Items from a data source
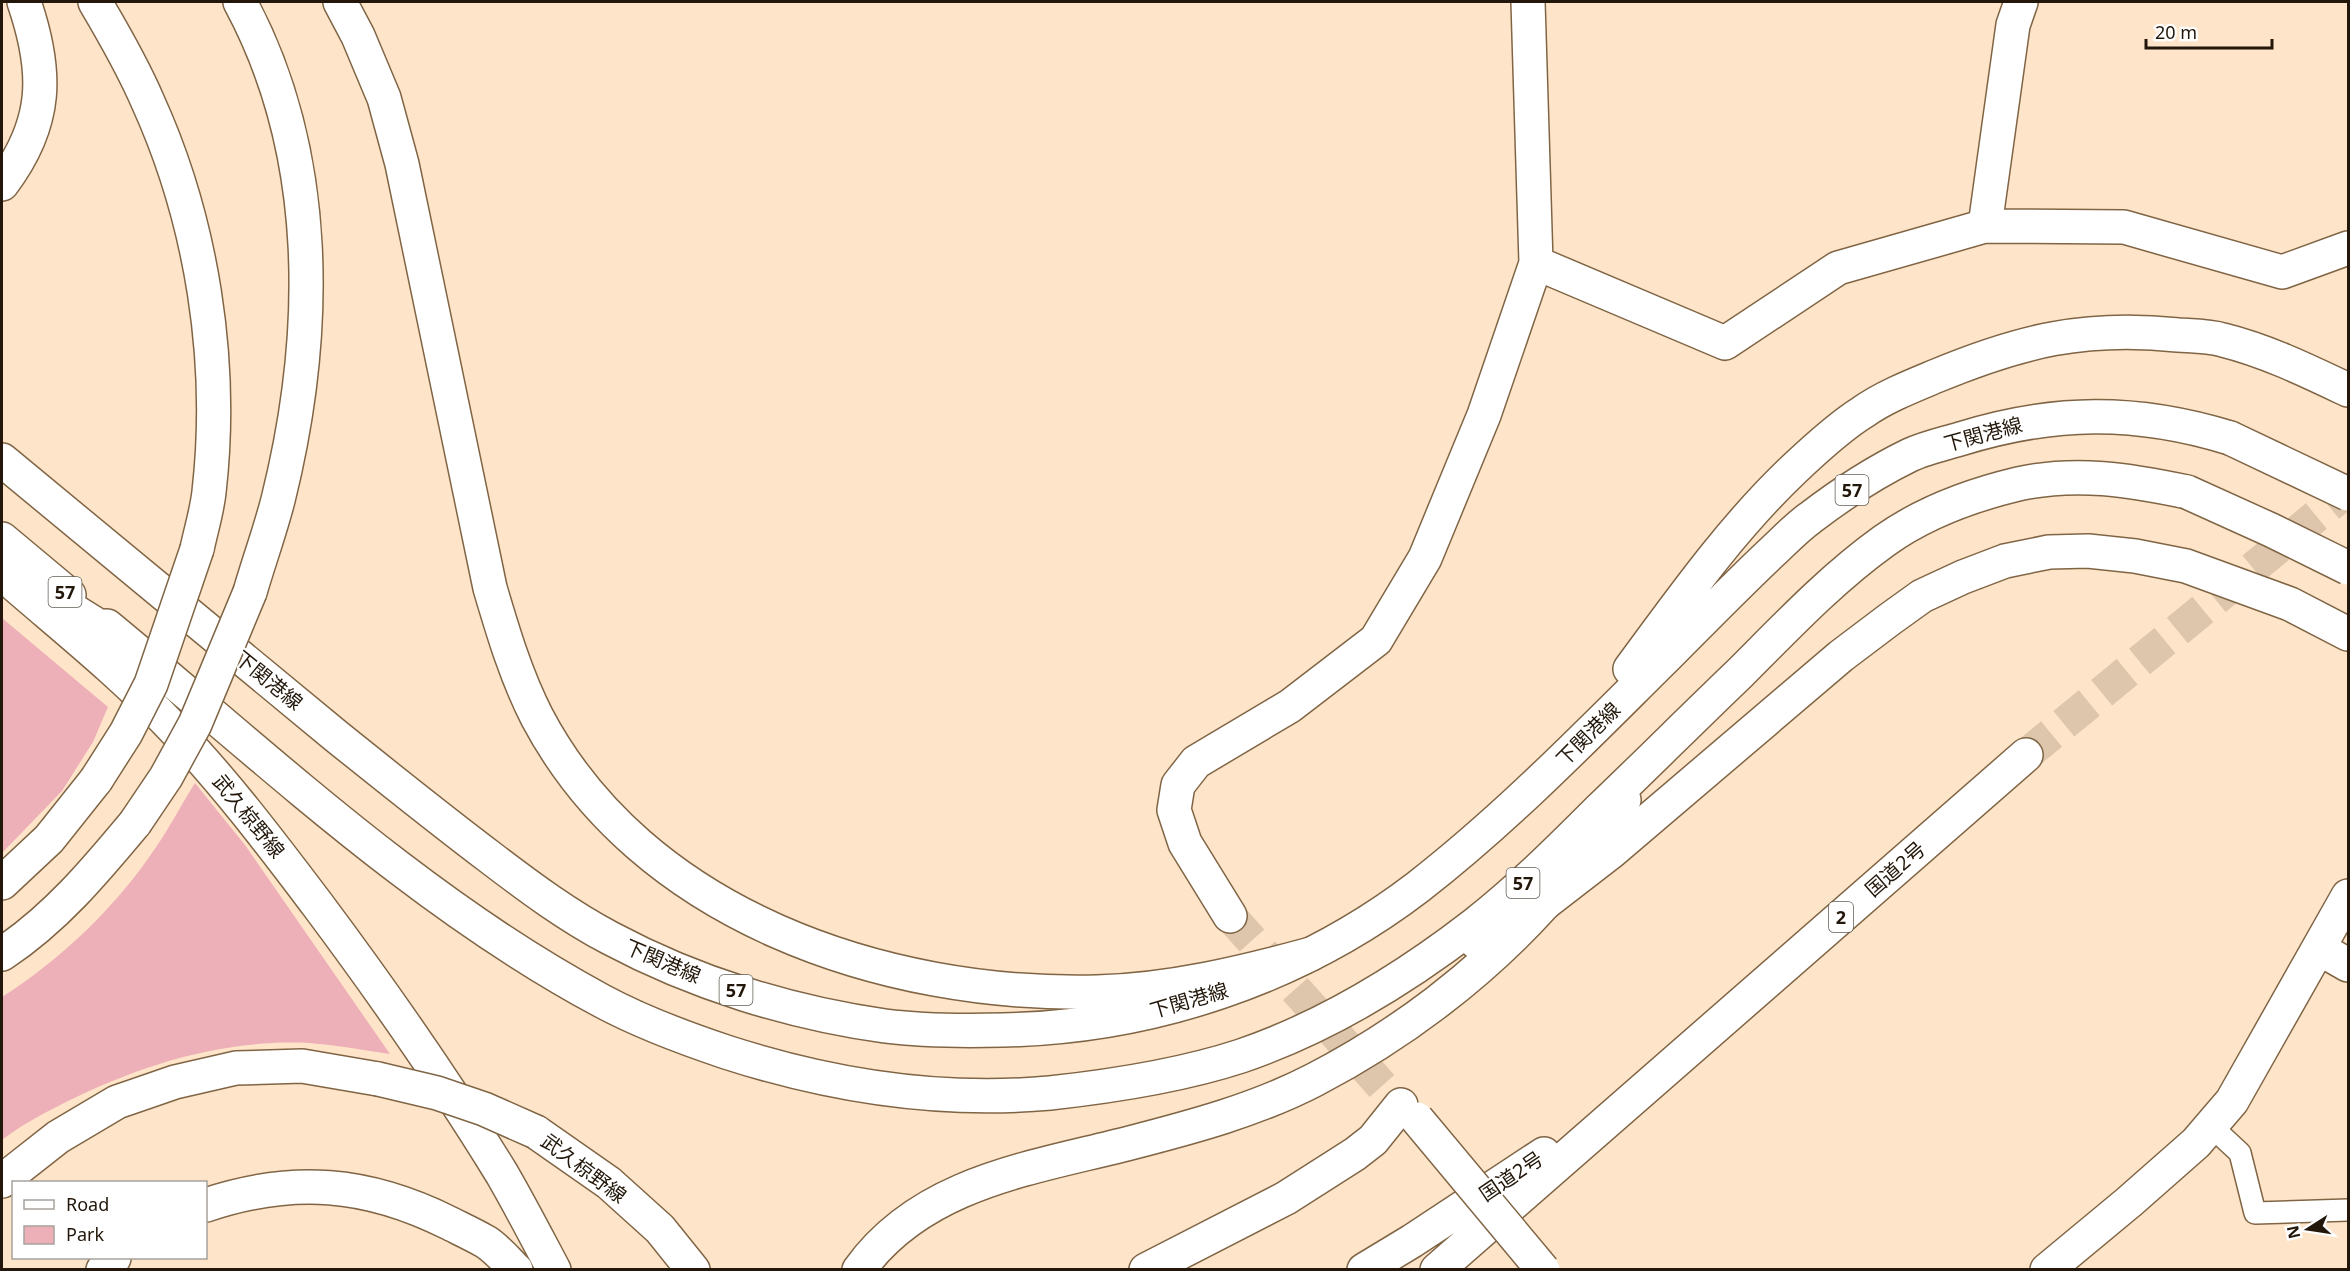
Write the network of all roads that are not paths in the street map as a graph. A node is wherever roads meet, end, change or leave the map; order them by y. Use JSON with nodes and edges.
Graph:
{"nodes":[{"id":1,"x":24,"y":2,"type":"edge"},
{"id":2,"x":95,"y":2,"type":"edge"},
{"id":3,"x":240,"y":2,"type":"edge"},
{"id":4,"x":340,"y":2,"type":"edge"},
{"id":5,"x":1528,"y":2,"type":"edge"},
{"id":6,"x":2021,"y":2,"type":"edge"},
{"id":7,"x":2,"y":184,"type":"edge"},
{"id":8,"x":1985,"y":226,"type":"junction"},
{"id":9,"x":2349,"y":248,"type":"edge"},
{"id":10,"x":1536,"y":263,"type":"junction"},
{"id":11,"x":2349,"y":390,"type":"edge"},
{"id":12,"x":2,"y":460,"type":"edge"},
{"id":13,"x":2349,"y":494,"type":"edge"},
{"id":14,"x":2,"y":539,"type":"edge"},
{"id":15,"x":2,"y":566,"type":"edge"},
{"id":16,"x":2349,"y":568,"type":"edge"},
{"id":17,"x":2,"y":573,"type":"edge"},
{"id":18,"x":2349,"y":634,"type":"edge"},
{"id":19,"x":129,"y":645,"type":"junction"},
{"id":20,"x":1669,"y":742,"type":"junction"},
{"id":21,"x":2026,"y":754,"type":"tunnel mouth"},
{"id":22,"x":1563,"y":759,"type":"junction"},
{"id":23,"x":2,"y":883,"type":"edge"},
{"id":24,"x":2349,"y":896,"type":"edge"},
{"id":25,"x":1545,"y":903,"type":"junction"},
{"id":26,"x":1230,"y":916,"type":"tunnel mouth"},
{"id":27,"x":2320,"y":949,"type":"junction"},
{"id":28,"x":2,"y":954,"type":"edge"},
{"id":29,"x":1311,"y":954,"type":"junction"},
{"id":30,"x":2349,"y":965,"type":"edge"},
{"id":31,"x":1360,"y":1003,"type":"junction"},
{"id":32,"x":1657,"y":1079,"type":"junction"},
{"id":33,"x":2211,"y":1126,"type":"junction"},
{"id":34,"x":2,"y":1181,"type":"edge"},
{"id":35,"x":207,"y":1205,"type":"edge"},
{"id":36,"x":2349,"y":1210,"type":"edge"},
{"id":37,"x":516,"y":1269,"type":"edge"},
{"id":38,"x":554,"y":1269,"type":"edge"},
{"id":39,"x":693,"y":1269,"type":"edge"},
{"id":40,"x":859,"y":1269,"type":"edge"},
{"id":41,"x":1146,"y":1269,"type":"edge"},
{"id":42,"x":1364,"y":1269,"type":"edge"},
{"id":43,"x":1437,"y":1269,"type":"edge"},
{"id":44,"x":1543,"y":1269,"type":"edge"},
{"id":45,"x":2047,"y":1269,"type":"edge"}],
"edges":[{"from":1,"to":7,"type":"main road"},
{"from":2,"to":23,"type":"main road","bridge":true},
{"from":3,"to":28,"type":"main road","bridge":true},
{"from":4,"to":29,"type":"main road"},
{"from":5,"to":10,"type":"main road"},
{"from":6,"to":8,"type":"main road"},
{"from":8,"to":9,"type":"main road"},
{"from":8,"to":10,"type":"main road"},
{"from":10,"to":26,"type":"main road"},
{"from":11,"to":22,"type":"main road"},
{"from":12,"to":29,"type":"main road","name":"下関港線","number":"57"},
{"from":13,"to":22,"type":"main road","name":"下関港線","number":"57","bridge":true},
{"from":14,"to":19,"type":"main road","number":"57"},
{"from":15,"to":19,"type":"main road"},
{"from":16,"to":20,"type":"main road","number":"57","bridge":true},
{"from":17,"to":38,"type":"main road","name":"武久椋野線"},
{"from":18,"to":25,"type":"main road"},
{"from":19,"to":31,"type":"main road","number":"57"},
{"from":20,"to":25,"type":"main road"},
{"from":20,"to":31,"type":"main road","number":"57"},
{"from":21,"to":32,"type":"main road","name":"国道2号","number":"2"},
{"from":22,"to":29,"type":"main road","name":"下関港線","number":"57"},
{"from":24,"to":27,"type":"main road"},
{"from":25,"to":31,"type":"main road"},
{"from":25,"to":40,"type":"main road"},
{"from":27,"to":30,"type":"main road"},
{"from":27,"to":33,"type":"main road"},
{"from":32,"to":42,"type":"main road","name":"国道2号","number":"2"},
{"from":32,"to":43,"type":"main road","name":"国道2号","number":"2"},
{"from":33,"to":36,"type":"lane"},
{"from":33,"to":45,"type":"main road"},
{"from":34,"to":39,"type":"main road","name":"武久椋野線","bridge":true},
{"from":35,"to":37,"type":"main road"},
{"from":41,"to":44,"type":"main road","bridge":true}]}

### WORK ITEM
Which lines above include the word "nodes"? Show each one.

### RESULT FOR THIS EXERCISE
Write the network of all roads that are not paths in the street map as a graph. A node is wherever roads meet, end, change or leave the map; order them by y. Use JSON with nodes and edges.
{"nodes":[{"id":1,"x":24,"y":2,"type":"edge"},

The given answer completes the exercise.